After the incident, the Hickory crew member who operated the crane had his blood and urine tested. According to the report, those tests found tetrahydrocannabinol, or THC, in his urine. That’s the active ingredient in cannabis. A hair analysis also was done in late February. That test result showed the crew member regularly used marijuana. While the report called the crane operator’s regular cannabis use concerning, Rasmussen wrote that he could not find sufficient evidence to show “immediate or residual effects of marijuana use were adversely affecting the (crane) Operator at the time of the incident and substantially contributed to the mishap.”

However, under the Coast Guard’s zero tolerance policy of the use of federally controlled drugs, the crane operator will be discharged from the Coast Guard, Dykens said. While cannabis is legal to grow, sell and possess in Alaska, it remains a federally controlled drug.

“Wrongful use of controlled substances is unlawful and contradicts core values of honor and respect and devotion to duty,” Dykens said.

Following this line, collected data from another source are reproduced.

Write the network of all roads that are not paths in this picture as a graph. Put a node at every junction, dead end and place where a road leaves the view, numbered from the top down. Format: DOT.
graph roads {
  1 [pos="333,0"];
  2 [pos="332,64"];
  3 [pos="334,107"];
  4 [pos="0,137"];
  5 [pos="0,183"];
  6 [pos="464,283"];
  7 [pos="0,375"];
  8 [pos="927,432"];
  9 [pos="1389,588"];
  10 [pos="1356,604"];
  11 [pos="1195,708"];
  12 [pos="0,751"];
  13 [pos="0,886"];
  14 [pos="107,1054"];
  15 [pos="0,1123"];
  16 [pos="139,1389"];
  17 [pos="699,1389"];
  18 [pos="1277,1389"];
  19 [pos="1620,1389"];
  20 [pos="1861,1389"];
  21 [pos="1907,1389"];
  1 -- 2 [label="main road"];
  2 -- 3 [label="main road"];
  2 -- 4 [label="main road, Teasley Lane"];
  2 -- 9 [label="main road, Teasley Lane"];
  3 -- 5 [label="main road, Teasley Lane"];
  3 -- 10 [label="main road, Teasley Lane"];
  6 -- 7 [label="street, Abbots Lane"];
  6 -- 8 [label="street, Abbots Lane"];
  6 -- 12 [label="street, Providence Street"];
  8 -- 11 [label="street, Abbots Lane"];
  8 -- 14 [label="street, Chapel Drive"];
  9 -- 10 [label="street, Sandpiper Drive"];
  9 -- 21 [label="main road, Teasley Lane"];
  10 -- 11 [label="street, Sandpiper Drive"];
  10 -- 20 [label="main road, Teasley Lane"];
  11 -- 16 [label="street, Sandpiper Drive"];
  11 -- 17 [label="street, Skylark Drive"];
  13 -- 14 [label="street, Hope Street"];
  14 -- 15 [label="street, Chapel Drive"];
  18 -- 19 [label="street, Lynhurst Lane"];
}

The 25-page report came about following a Major Incident Investigation done by Rasmussen and three other board members, all Coast Guard officials. The investigation started Feb. 1, with the report finished on April 19 and publicly released on May 21.

According to the report, these factors contributed to the fatal incident:

• Senior enlisted and officer leadership permitted the use of the Shuttlelift crane by nonqualified operators;

• A difference in perceived risk of cutter operations versus shore side operations, with less emphasis placed on training and qualifications that would lead to safe shore based operations;

• Leadership complacency and a lack of oversight and monitoring of shore side heavy lift operations.

“The error chain associated with this mishap is extensive and indicates how far reaching the leadership deficiencies and complacency had become at the unit,” Rasmussen wrote. “… In my opinion, it was not a question of if a mishap would occur but when.”

The Hickory had been moored in Homer since Christmas 2018, and on Jan. 31 preparations were underway for a planned cruise on Feb. 1. Because of rain and snowmelt, the ground had been soft in the buoy yard. Some crew members had been under pressure to clean up the buoy yard, the report said.

The crane operator did not extend or press down outriggers on the crane, extendable legs that would give the crane more stability. Citing Occupational and Safety Hazard Administration guidelines, the report said “that cranes must be assembled on ground that is firm, drained and graded sufficiently.” The Shuttlelift’s load rating and range diagram showed that using outriggers makes a significant difference in lifting capacity. The load being lifted, buoy bells on a pallet, also had not been balanced.

While operating the crane and moving the pallet, the crane operator told investigators he thought he saw Kozloski make a pointing hand motion and interpreted that to mean placing the load in a different location. Rasmussen said he didn’t find evidence that Kozloski directed the crane operator at the time of the mishap, and that Kozloski most likely waved his hand as part of a conversation with another crew member.

“Risk assessment of increased awareness of the crane-operating envelope by personnel within the buoy yard may have avoided the tragic outcome of this mishap,” Rasmussen wrote.

The crane rolled because of operation errors by the crane operator, the report concluded. The operator tried to lift a load that exceeded the parameters of the crane. The operator may have lowered the boom to set the load down further away as a result of the perceived hand motion by Kozloski. The crane tipped over because “the increased operation radius exceeded the stability limit for the ML (mishap load),” Rasmussen wrote. The load capacity would have been four times greater if outriggers had been properly deployed, he wrote.

The Major Incident Investigation report will be formally reviewed and approved at Coast Guard headquarters in Washington, D.C. A Mishap Analysis Board also is doing a safety analysis of the crane rollover, Dykens said. Those board actions and reports will be used to improve Coast Guard safety procedures.

“Both of those together will help put together a report of how the Coast Guard can make corrective actions,” Dykens said.